Smithback comprenait maintenant comment ce petit salaud s’y était pris. Il avait invité Davies à boire des coups dans le club huppé de son rupin de père. Et Davies, comme beaucoup avant lui, était tombé dans le panneau. Smithback avait déjà eu l’occasion de constater que beaucoup de rédacteurs en chef ont une mentalité de parvenu. Ils adorent manger les restes de la jet set. Smithback voyait très bien le tableau, Davies, ravi de se retrouver dans l’univers ouaté du Metropolitan, confortablement installé dans un fauteuil Louis XV, servi par des larbins en uniforme, échangeant des amabilités avec les Rockefeller, les De Menil et les Vanderbilt. De quoi impressionner ses voisins en rentrant le soir dans son pavillon du New Jersey.

Smithback finit par se résoudre à regarder Harriman. Ce connard était confortablement installé, les jambes croisées d’un air désinvolte, parfaitement à l’aise. Il n’avait même pas pris la peine de se retourner.

— Duchamp n’était pas un New-Yorkais ordinaire, c’était un artiste, reprit Davies. On ne sait jamais à qui on a affaire dans cette ville. Votre voisin de palier peut être un vendeur de hot-dog ou un éboueur comme un peintre de renom dont les tableaux ornent les murs des appartements de Kiver House.

Smithback opina, un sourire crispé accroché aux lèvres.

— C’est le genre de sujet qu’il nous faut, ajouta Davies en lissant sa cravate, a mon ami Bryce nous fera ça très bien.

Dieu du ciel. L’espace d’un instant interminable, Smithback crut qu’on allait lui refiler l’enquête sur l’Agitateur.

— Je souhaiterais lui confier l’aspect people de l’affaire, d’autant qu’il connaît personnellement plusieurs anciens clients de Duchamp. Il saura les faire parler mieux que...

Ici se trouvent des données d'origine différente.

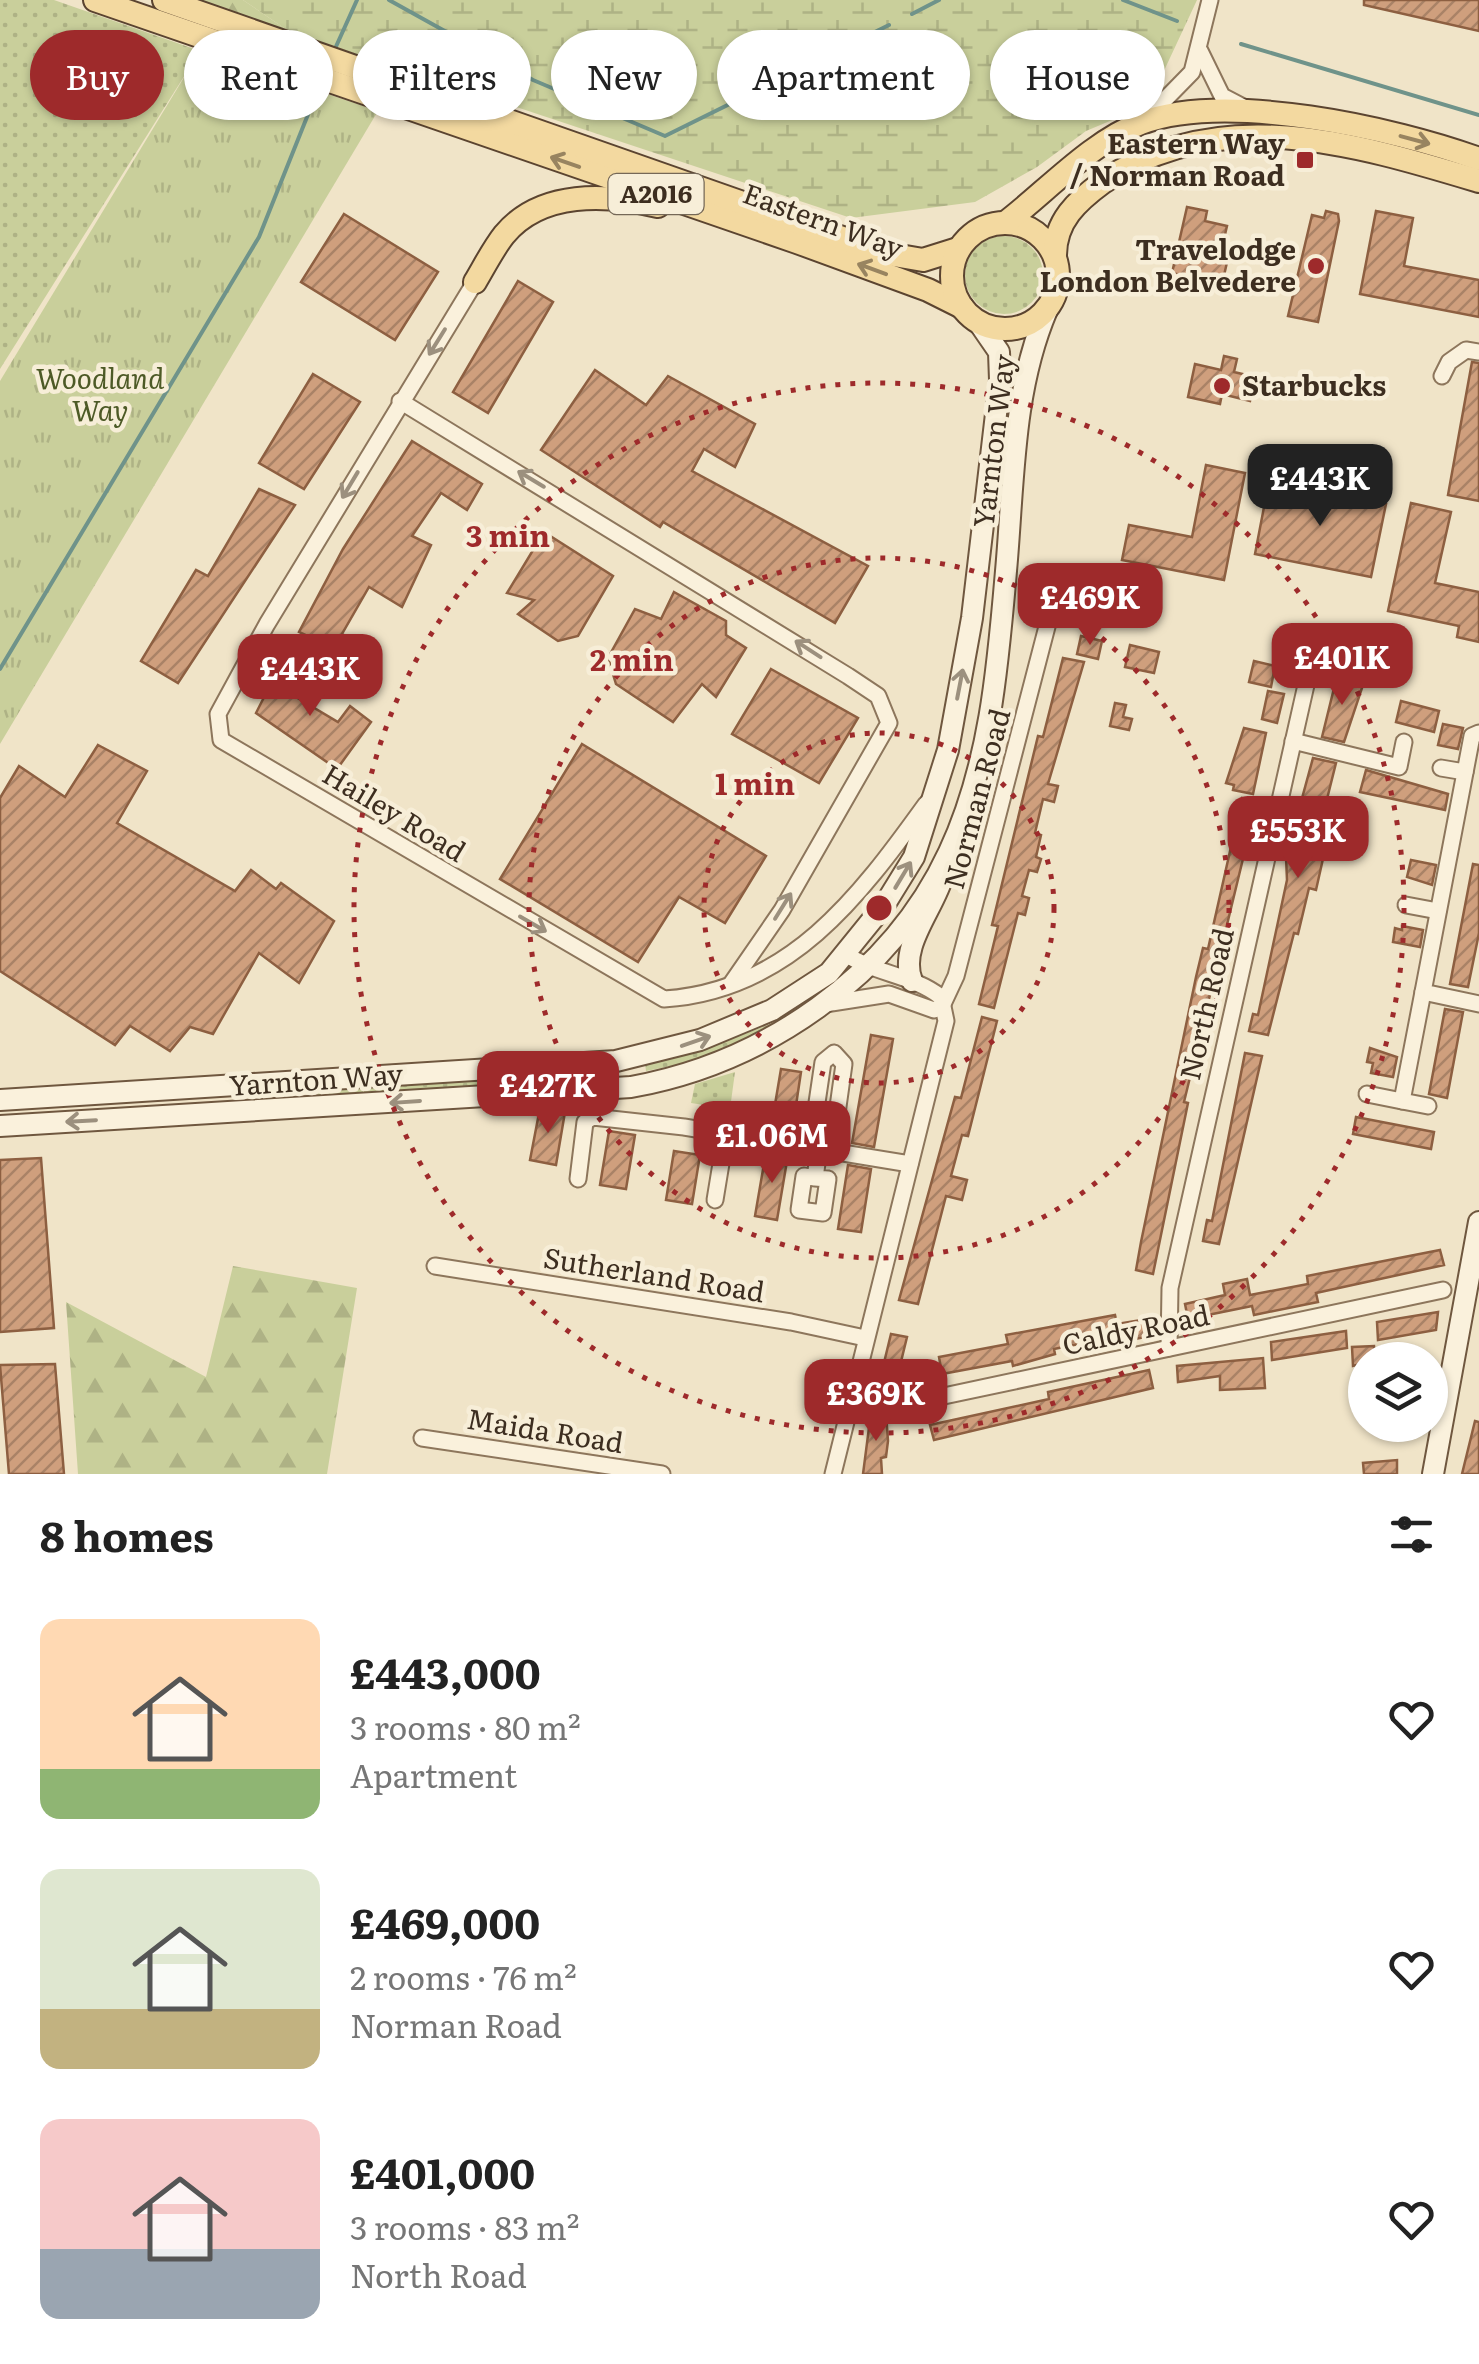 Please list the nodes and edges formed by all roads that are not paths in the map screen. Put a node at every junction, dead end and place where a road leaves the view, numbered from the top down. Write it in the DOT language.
graph roads {
  1 [pos="95,0"];
  2 [pos="164,0"];
  3 [pos="1210,0"];
  4 [pos="199,30"];
  5 [pos="234,30"];
  6 [pos="1202,41"];
  7 [pos="333,70"];
  8 [pos="350,76"];
  9 [pos="1254,112"];
  10 [pos="1140,124"];
  11 [pos="1479,158"];
  12 [pos="1479,181"];
  13 [pos="1005,223"];
  14 [pos="797,242"];
  15 [pos="958,249"];
  16 [pos="1055,255"];
  17 [pos="475,282"];
  18 [pos="1047,310"];
  19 [pos="970,315"];
  20 [pos="1479,352"];
  21 [pos="1442,376"];
  22 [pos="400,402"];
  23 [pos="1055,596"];
  24 [pos="1304,673"];
  25 [pos="1479,733"];
  26 [pos="1293,741"];
  27 [pos="1404,742"];
  28 [pos="1441,768"];
  29 [pos="1465,772"];
  30 [pos="928,801"];
  31 [pos="949,852"];
  32 [pos="1406,905"];
  33 [pos="1438,911"];
  34 [pos="847,955"];
  35 [pos="866,968"];
  36 [pos="912,981"];
  37 [pos="729,987"];
  38 [pos="1423,992"];
  39 [pos="888,994"];
  40 [pos="824,1004"];
  41 [pos="1479,1004"];
  42 [pos="942,1006"];
  43 [pos="1366,1094"];
  44 [pos="0,1100"];
  45 [pos="1402,1102"];
  46 [pos="1428,1106"];
  47 [pos="0,1126"];
  48 [pos="726,1133"];
  49 [pos="821,1142"];
  50 [pos="910,1164"];
  51 [pos="578,1178"];
  52 [pos="815,1178"];
  53 [pos="715,1200"];
  54 [pos="1479,1222"];
  55 [pos="434,1266"];
  56 [pos="1433,1288"];
  57 [pos="865,1338"];
  58 [pos="1170,1348"];
  59 [pos="850,1396"];
  60 [pos="422,1438"];
  61 [pos="662,1474"];
  62 [pos="833,1474"];
  63 [pos="1433,1474"];
  1 -- 4 [label="main road, Eastern Way / A2016"];
  2 -- 5 [label="main road, Eastern Way / A2016"];
  3 -- 6 [label="street"];
  6 -- 9 [label="street"];
  6 -- 10 [label="street"];
  7 -- 8 [label="main road, Eastern Way / A2016"];
  14 -- 8 [label="main road, Eastern Way / A2016, one-way"];
  8 -- 15 [label="main road, Eastern Way / A2016"];
  9 -- 10 [label="main road"];
  9 -- 11 [label="main road, one-way"];
  10 -- 13 [label="main road"];
  12 -- 16 [label="main road"];
  13 -- 15 [label="main road"];
  13 -- 16 [label="main road"];
  14 -- 17 [label="main road"];
  19 -- 14 [label="main road, Eastern Way / A2016, one-way"];
  15 -- 19 [label="main road"];
  16 -- 18 [label="main road"];
  17 -- 22 [label="street, Hailey Road, one-way"];
  18 -- 19 [label="main road"];
  18 -- 31 [label="street, Yarnton Way"];
  30 -- 19 [label="street, Yarnton Way, one-way"];
  20 -- 21 [label="street"];
  37 -- 22 [label="street, one-way"];
  22 -- 37 [label="street, Hailey Road, one-way"];
  23 -- 42 [label="street, Norman Road"];
  24 -- 26 [label="street, North Road"];
  25 -- 29 [label="street"];
  26 -- 27 [label="street"];
  26 -- 58 [label="street, North Road"];
  28 -- 29 [label="street"];
  29 -- 33 [label="street"];
  34 -- 30 [label="street, Yarnton Way, one-way"];
  30 -- 37 [label="street, Hailey Road"];
  31 -- 35 [label="street, Yarnton Way"];
  31 -- 36 [label="street"];
  32 -- 33 [label="street"];
  33 -- 38 [label="street"];
  34 -- 35 [label="street"];
  44 -- 34 [label="street, Yarnton Way, one-way"];
  35 -- 36 [label="street"];
  35 -- 39 [label="street"];
  35 -- 40 [label="street, Yarnton Way"];
  36 -- 42 [label="street"];
  38 -- 41 [label="street"];
  38 -- 45 [label="street"];
  39 -- 40 [label="street"];
  39 -- 42 [label="street"];
  40 -- 47 [label="street, Yarnton Way, one-way"];
  42 -- 50 [label="street, Norman Road"];
  43 -- 45 [label="street"];
  45 -- 46 [label="street"];
  48 -- 49 [label="street"];
  48 -- 51 [label="street"];
  48 -- 53 [label="street"];
  49 -- 50 [label="street"];
  49 -- 52 [label="street"];
  50 -- 57 [label="street, Norman Road"];
  54 -- 63 [label="street"];
  55 -- 57 [label="street, Sutherland Road"];
  56 -- 58 [label="street, Caldy Road"];
  57 -- 59 [label="street, Norman Road"];
  58 -- 59 [label="street, Caldy Road"];
  59 -- 62 [label="street, Norman Road"];
  60 -- 61 [label="street, Maida Road"];
} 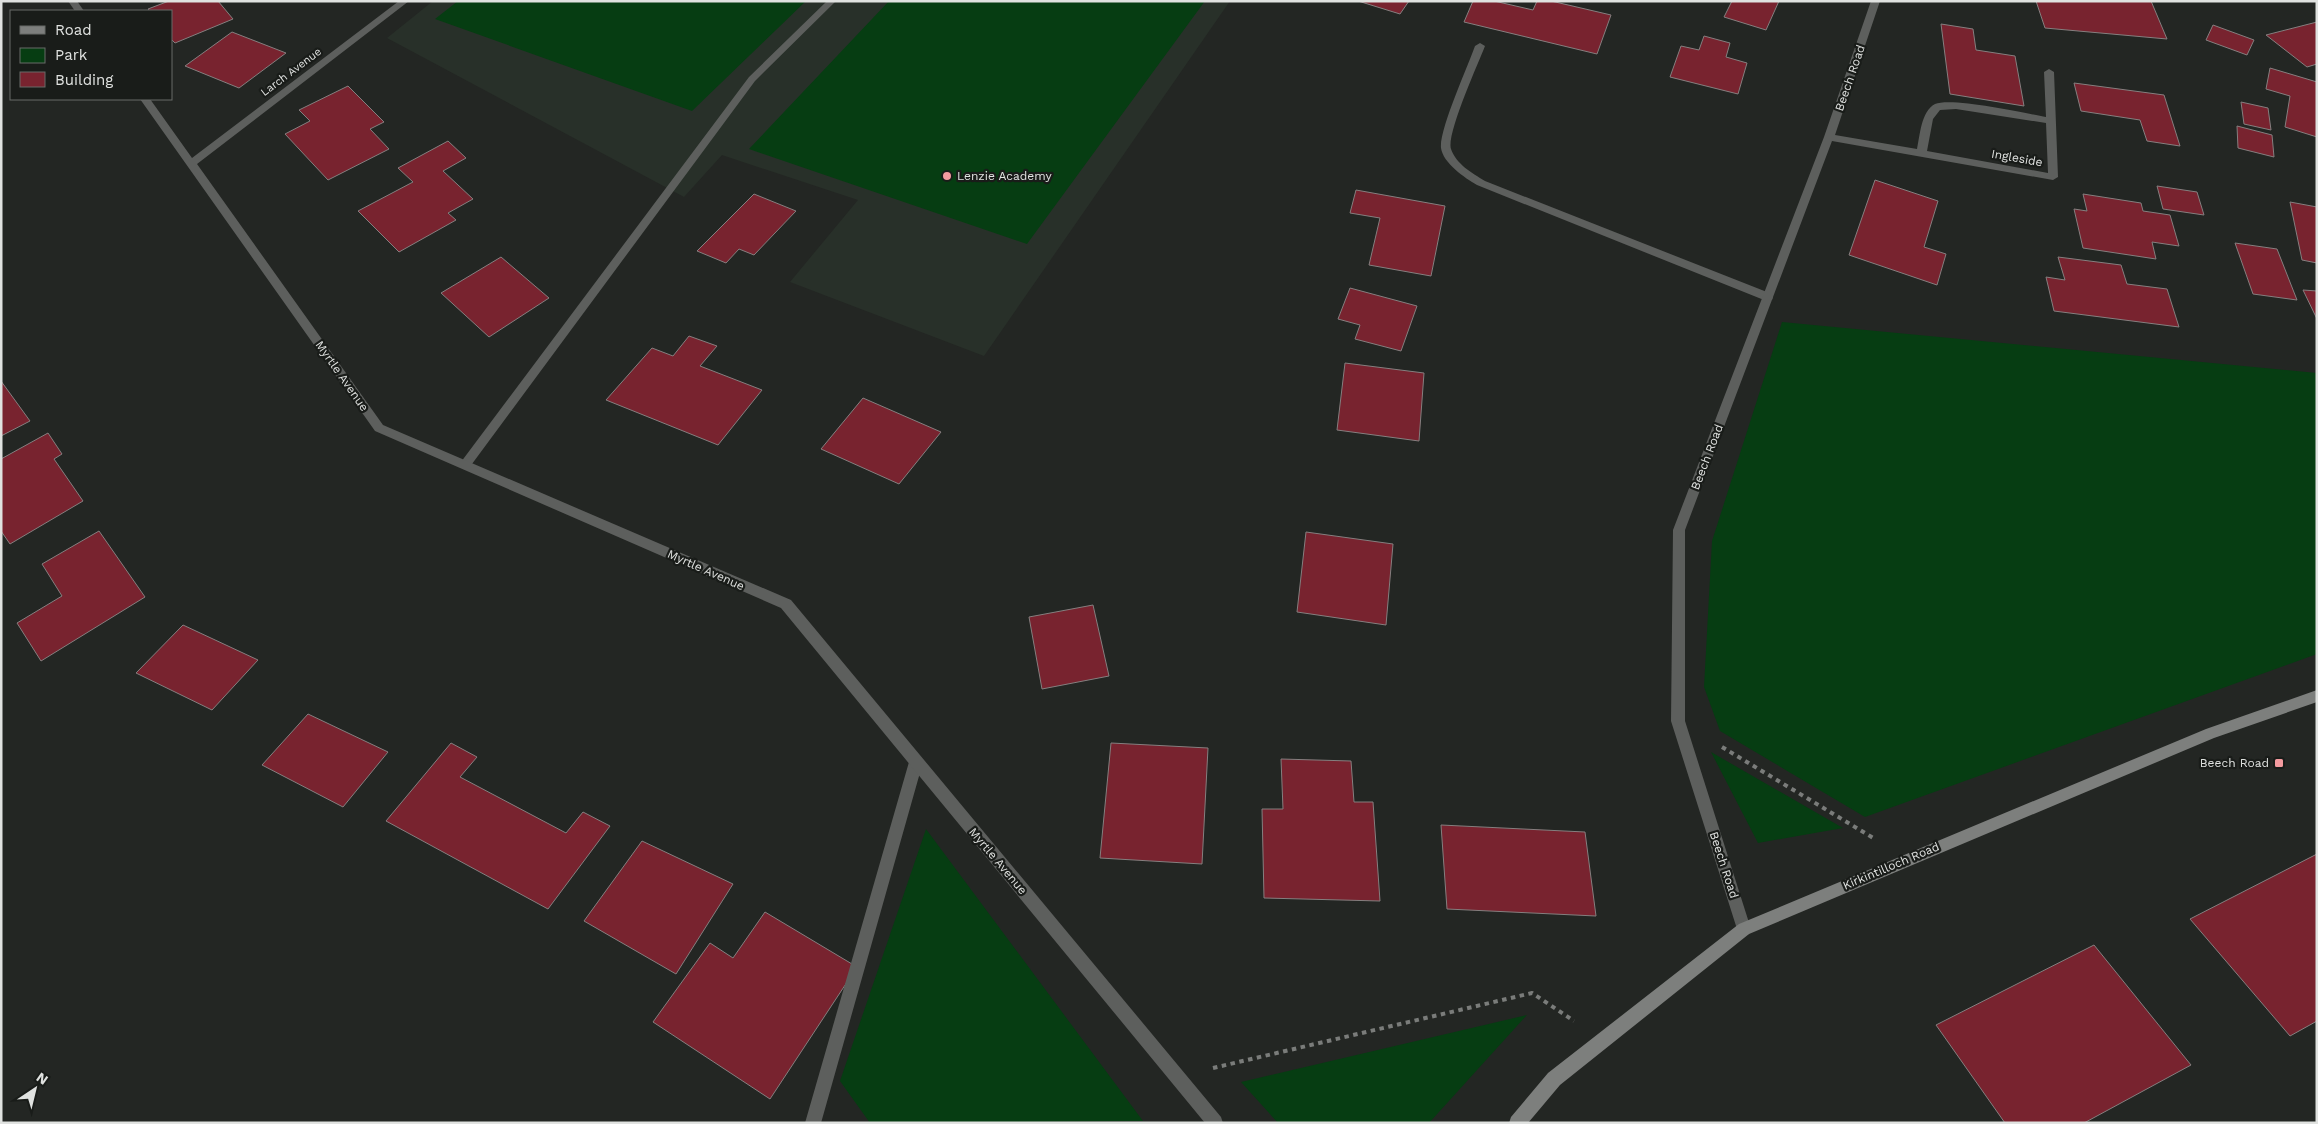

Davies n’avait pas besoin d’achever sa phrase, Smithback avait très bien compris le message. Il saura les faire parler mieux que vous.

— Résumons-nous. Bryce se charge de satisfaire les lecteurs de la bonne société new-yorkaise, et vous continuez à couvrir l’enquête sur le terrain.

L’enquête sur le terrain. Smithback ne put s’empêcher de faire la grimace.

— Je vous demanderai de vous tenir mutuellement informés de vos découvertes. Prévoyez par exemple de vous retrouver régulièrement pour faire le point. Vous ne serez pas trop de deux sur une affaire aussi spectaculaire que celle-là.

Un silence pesant lui répondit.

— Autre chose, Bill ? insista Davies.

— Comment ? Euh... non, rien.

— Alors- je ne vous retiens pas.

— Bien sûr, bien sûr, bégaya Smithback, aussi furieux que mortifié, je vous remercie.

Au moment où il quittait la pièce, Harriman daigna enfin lever les yeux sur lui avec un petit sourire satisfait, l’air de dire : À bientôt, mon vieux. Et gare à tes fesses.